On "hacking" into videoconferences, it's honestly as easy as trying random 9-digit numbers and see what you get. Zoom advise people to set a password for the session, but most people wouldn't be aware of the need for that.

Zoom does not use end-to-end encryption and have stated that they will not use it.

They boast that over 2000 companies have checked their security, yet researchers are easily finding loopholes within the last week.

Zoom provide no information on what data they store or what 3rd parties they send the data to.

Zoom has full access to all saved videos.

Boris Johnson was recently criticised for posting a picture of his Zoom session online with the session number clearly visible. But he was using a password. Hopefully something better than Downing10.

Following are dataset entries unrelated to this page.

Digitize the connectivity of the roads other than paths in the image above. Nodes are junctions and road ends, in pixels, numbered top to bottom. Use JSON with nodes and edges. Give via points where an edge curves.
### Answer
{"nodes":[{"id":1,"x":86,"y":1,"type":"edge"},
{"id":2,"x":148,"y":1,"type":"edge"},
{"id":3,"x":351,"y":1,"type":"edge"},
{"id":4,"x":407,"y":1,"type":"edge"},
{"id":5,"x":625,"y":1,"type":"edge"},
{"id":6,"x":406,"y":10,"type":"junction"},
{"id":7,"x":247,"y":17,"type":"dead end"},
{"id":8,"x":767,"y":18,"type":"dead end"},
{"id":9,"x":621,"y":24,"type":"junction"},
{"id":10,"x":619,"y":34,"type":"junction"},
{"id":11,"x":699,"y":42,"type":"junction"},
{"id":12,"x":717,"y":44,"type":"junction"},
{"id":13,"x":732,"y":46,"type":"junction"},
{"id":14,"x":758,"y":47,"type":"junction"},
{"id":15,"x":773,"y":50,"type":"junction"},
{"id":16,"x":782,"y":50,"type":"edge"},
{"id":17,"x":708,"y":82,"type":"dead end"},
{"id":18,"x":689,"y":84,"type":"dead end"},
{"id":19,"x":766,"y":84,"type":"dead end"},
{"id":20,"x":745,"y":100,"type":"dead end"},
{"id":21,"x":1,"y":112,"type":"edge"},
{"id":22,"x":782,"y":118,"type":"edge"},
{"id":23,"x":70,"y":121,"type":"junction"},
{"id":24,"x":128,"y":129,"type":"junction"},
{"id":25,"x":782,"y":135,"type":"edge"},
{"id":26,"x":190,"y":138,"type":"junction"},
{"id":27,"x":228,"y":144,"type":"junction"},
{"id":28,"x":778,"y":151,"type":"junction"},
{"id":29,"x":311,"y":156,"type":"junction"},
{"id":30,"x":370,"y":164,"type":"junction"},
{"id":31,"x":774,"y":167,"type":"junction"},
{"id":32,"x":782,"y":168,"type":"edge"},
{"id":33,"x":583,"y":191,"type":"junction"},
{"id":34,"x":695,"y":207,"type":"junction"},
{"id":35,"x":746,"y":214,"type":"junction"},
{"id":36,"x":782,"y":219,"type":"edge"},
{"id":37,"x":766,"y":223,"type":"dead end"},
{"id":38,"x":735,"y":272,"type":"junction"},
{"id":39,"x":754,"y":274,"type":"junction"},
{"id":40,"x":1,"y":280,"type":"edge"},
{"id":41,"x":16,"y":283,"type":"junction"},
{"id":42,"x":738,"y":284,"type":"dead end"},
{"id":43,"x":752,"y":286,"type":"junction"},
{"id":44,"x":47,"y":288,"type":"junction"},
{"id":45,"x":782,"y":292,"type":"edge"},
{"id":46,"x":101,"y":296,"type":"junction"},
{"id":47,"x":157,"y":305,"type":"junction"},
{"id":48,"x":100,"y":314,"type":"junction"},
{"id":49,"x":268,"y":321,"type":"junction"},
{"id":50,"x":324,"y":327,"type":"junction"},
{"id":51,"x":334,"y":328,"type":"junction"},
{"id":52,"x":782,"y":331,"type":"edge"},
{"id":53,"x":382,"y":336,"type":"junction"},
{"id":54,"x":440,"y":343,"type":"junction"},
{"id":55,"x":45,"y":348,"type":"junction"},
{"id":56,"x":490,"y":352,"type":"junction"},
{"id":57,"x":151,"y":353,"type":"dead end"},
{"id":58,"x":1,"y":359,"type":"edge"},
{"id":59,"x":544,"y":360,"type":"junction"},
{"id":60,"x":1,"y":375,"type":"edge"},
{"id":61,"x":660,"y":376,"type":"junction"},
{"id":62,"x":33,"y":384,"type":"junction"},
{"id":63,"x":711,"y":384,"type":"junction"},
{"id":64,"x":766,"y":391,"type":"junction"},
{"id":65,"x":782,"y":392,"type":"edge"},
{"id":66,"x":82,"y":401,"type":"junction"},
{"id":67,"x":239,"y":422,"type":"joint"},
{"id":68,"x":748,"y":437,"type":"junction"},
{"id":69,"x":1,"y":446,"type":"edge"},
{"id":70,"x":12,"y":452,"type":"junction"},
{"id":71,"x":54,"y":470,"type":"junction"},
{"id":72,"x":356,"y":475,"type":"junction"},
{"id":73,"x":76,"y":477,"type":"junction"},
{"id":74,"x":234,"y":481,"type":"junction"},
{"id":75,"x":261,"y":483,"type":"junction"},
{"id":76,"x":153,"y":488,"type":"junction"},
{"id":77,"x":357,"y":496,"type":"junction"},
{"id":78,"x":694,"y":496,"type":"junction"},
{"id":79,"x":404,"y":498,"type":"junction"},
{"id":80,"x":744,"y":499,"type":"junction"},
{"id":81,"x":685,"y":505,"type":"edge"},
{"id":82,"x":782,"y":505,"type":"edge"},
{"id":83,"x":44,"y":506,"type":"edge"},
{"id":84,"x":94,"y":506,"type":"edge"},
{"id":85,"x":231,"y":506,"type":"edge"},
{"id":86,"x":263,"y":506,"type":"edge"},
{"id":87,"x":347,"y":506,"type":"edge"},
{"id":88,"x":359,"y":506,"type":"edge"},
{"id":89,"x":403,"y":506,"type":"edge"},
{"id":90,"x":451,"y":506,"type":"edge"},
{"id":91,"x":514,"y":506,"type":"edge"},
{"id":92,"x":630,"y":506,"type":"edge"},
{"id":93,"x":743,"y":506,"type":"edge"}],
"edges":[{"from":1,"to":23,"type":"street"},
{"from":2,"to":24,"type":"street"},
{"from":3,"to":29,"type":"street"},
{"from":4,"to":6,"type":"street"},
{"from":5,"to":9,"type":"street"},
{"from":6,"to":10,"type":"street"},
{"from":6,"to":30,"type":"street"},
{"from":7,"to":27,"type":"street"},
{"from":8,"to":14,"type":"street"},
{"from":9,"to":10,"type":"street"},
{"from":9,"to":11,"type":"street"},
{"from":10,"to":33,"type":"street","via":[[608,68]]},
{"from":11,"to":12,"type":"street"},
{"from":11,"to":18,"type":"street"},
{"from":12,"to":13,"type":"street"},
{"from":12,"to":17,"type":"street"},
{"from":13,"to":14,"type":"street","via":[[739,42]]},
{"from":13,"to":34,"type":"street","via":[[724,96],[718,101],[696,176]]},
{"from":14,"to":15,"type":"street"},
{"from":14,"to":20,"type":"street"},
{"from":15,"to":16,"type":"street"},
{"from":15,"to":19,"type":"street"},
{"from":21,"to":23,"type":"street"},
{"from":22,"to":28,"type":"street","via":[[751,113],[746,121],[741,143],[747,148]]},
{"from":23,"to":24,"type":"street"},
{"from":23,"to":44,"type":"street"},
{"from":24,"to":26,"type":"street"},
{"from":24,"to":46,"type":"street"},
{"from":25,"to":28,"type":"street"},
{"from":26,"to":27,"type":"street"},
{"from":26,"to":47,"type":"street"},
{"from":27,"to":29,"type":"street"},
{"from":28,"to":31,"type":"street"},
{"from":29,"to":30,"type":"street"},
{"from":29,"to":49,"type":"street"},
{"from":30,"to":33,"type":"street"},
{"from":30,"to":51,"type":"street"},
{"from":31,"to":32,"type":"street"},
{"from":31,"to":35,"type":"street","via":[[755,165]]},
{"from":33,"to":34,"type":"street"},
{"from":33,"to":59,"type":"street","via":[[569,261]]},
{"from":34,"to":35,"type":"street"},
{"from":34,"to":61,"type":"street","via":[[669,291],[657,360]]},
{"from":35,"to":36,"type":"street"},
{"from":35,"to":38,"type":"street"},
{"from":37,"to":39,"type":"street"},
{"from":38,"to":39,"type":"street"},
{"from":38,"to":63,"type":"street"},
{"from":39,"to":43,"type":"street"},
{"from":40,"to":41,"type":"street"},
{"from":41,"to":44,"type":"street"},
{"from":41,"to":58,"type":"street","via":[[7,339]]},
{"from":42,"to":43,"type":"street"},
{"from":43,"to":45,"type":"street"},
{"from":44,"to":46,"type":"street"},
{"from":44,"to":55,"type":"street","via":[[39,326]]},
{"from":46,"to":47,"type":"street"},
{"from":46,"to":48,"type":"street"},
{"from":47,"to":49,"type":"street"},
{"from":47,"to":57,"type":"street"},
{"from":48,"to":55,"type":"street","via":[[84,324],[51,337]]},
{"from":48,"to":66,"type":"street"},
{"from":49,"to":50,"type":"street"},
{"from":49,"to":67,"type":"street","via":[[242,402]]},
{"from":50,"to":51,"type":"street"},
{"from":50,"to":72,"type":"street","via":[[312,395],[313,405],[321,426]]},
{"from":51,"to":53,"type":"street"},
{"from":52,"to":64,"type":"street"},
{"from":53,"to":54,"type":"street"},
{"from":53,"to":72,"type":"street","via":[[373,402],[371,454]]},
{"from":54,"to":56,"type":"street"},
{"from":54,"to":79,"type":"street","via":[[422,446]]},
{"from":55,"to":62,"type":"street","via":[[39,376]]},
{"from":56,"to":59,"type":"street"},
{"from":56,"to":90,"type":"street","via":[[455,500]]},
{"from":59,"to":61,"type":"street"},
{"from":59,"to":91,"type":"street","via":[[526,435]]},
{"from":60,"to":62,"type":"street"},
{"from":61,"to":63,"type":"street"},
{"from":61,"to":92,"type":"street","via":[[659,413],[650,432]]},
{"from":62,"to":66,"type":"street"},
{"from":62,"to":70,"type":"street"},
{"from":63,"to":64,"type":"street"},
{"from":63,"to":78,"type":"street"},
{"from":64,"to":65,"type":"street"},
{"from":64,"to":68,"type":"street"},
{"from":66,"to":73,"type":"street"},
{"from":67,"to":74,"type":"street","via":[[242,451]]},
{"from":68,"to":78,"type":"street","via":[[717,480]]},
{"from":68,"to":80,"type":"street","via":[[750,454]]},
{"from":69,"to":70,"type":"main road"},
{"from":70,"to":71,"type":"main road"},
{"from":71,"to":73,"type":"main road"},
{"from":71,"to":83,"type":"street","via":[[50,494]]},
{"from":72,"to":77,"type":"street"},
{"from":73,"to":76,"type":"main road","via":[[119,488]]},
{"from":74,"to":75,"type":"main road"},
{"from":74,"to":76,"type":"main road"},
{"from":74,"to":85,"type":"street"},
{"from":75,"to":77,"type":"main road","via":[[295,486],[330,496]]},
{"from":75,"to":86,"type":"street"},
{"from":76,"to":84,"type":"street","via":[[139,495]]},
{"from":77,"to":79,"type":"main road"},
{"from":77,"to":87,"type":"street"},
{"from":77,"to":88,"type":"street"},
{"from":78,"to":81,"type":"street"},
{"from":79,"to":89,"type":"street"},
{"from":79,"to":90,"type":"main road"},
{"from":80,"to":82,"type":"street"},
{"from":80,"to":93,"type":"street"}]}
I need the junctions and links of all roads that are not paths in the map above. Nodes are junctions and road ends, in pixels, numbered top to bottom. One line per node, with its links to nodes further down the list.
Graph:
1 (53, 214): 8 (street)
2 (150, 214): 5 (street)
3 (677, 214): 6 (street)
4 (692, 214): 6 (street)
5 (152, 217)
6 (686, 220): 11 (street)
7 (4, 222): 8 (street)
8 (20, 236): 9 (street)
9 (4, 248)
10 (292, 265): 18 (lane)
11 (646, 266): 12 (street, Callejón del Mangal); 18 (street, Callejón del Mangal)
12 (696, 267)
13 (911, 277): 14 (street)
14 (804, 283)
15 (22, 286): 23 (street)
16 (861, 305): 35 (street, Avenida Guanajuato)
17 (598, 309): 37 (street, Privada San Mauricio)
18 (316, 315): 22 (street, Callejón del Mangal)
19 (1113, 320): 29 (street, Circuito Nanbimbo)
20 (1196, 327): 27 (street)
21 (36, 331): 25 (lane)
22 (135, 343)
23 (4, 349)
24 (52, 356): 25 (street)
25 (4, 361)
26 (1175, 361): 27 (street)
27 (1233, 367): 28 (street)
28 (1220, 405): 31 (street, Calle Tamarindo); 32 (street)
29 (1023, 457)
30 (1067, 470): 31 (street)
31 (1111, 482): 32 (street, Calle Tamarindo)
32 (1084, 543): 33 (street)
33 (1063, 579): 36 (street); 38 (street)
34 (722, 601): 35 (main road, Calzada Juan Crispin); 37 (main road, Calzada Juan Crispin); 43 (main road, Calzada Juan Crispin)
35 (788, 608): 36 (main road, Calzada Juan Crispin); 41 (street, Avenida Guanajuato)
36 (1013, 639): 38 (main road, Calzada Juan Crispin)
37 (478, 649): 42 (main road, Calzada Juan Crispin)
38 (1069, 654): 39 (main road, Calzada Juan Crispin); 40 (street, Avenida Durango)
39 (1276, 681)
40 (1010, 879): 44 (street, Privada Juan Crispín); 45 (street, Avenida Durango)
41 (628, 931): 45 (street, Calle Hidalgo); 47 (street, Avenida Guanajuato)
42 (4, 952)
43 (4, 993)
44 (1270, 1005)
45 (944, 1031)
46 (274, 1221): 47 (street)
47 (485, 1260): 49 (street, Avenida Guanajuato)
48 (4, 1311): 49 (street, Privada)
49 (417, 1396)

I'm not a fan of Zoom. My company requires that I use it but I prefer to use Skype. Zoom was developed by a Chinese man, who had earlier developed Webex. He became a multi-billionaire when that was sold to Cisco.
The most telling feature for me is that you can ring a number (sometimes toll-free) to join an ongoing session, without using the App. That sounds good. There are 90 countries supported with that. But none of them are in Europe. My closest is probably Morocco. Africa and Asia are well covered. That tells me that this Zoom product is not fit for purpose within Europe, and that even the US should consider blocking it, at least until the company strengthens its security and transparency. Until then I'm sticking with Microsoft (Teams, Skype).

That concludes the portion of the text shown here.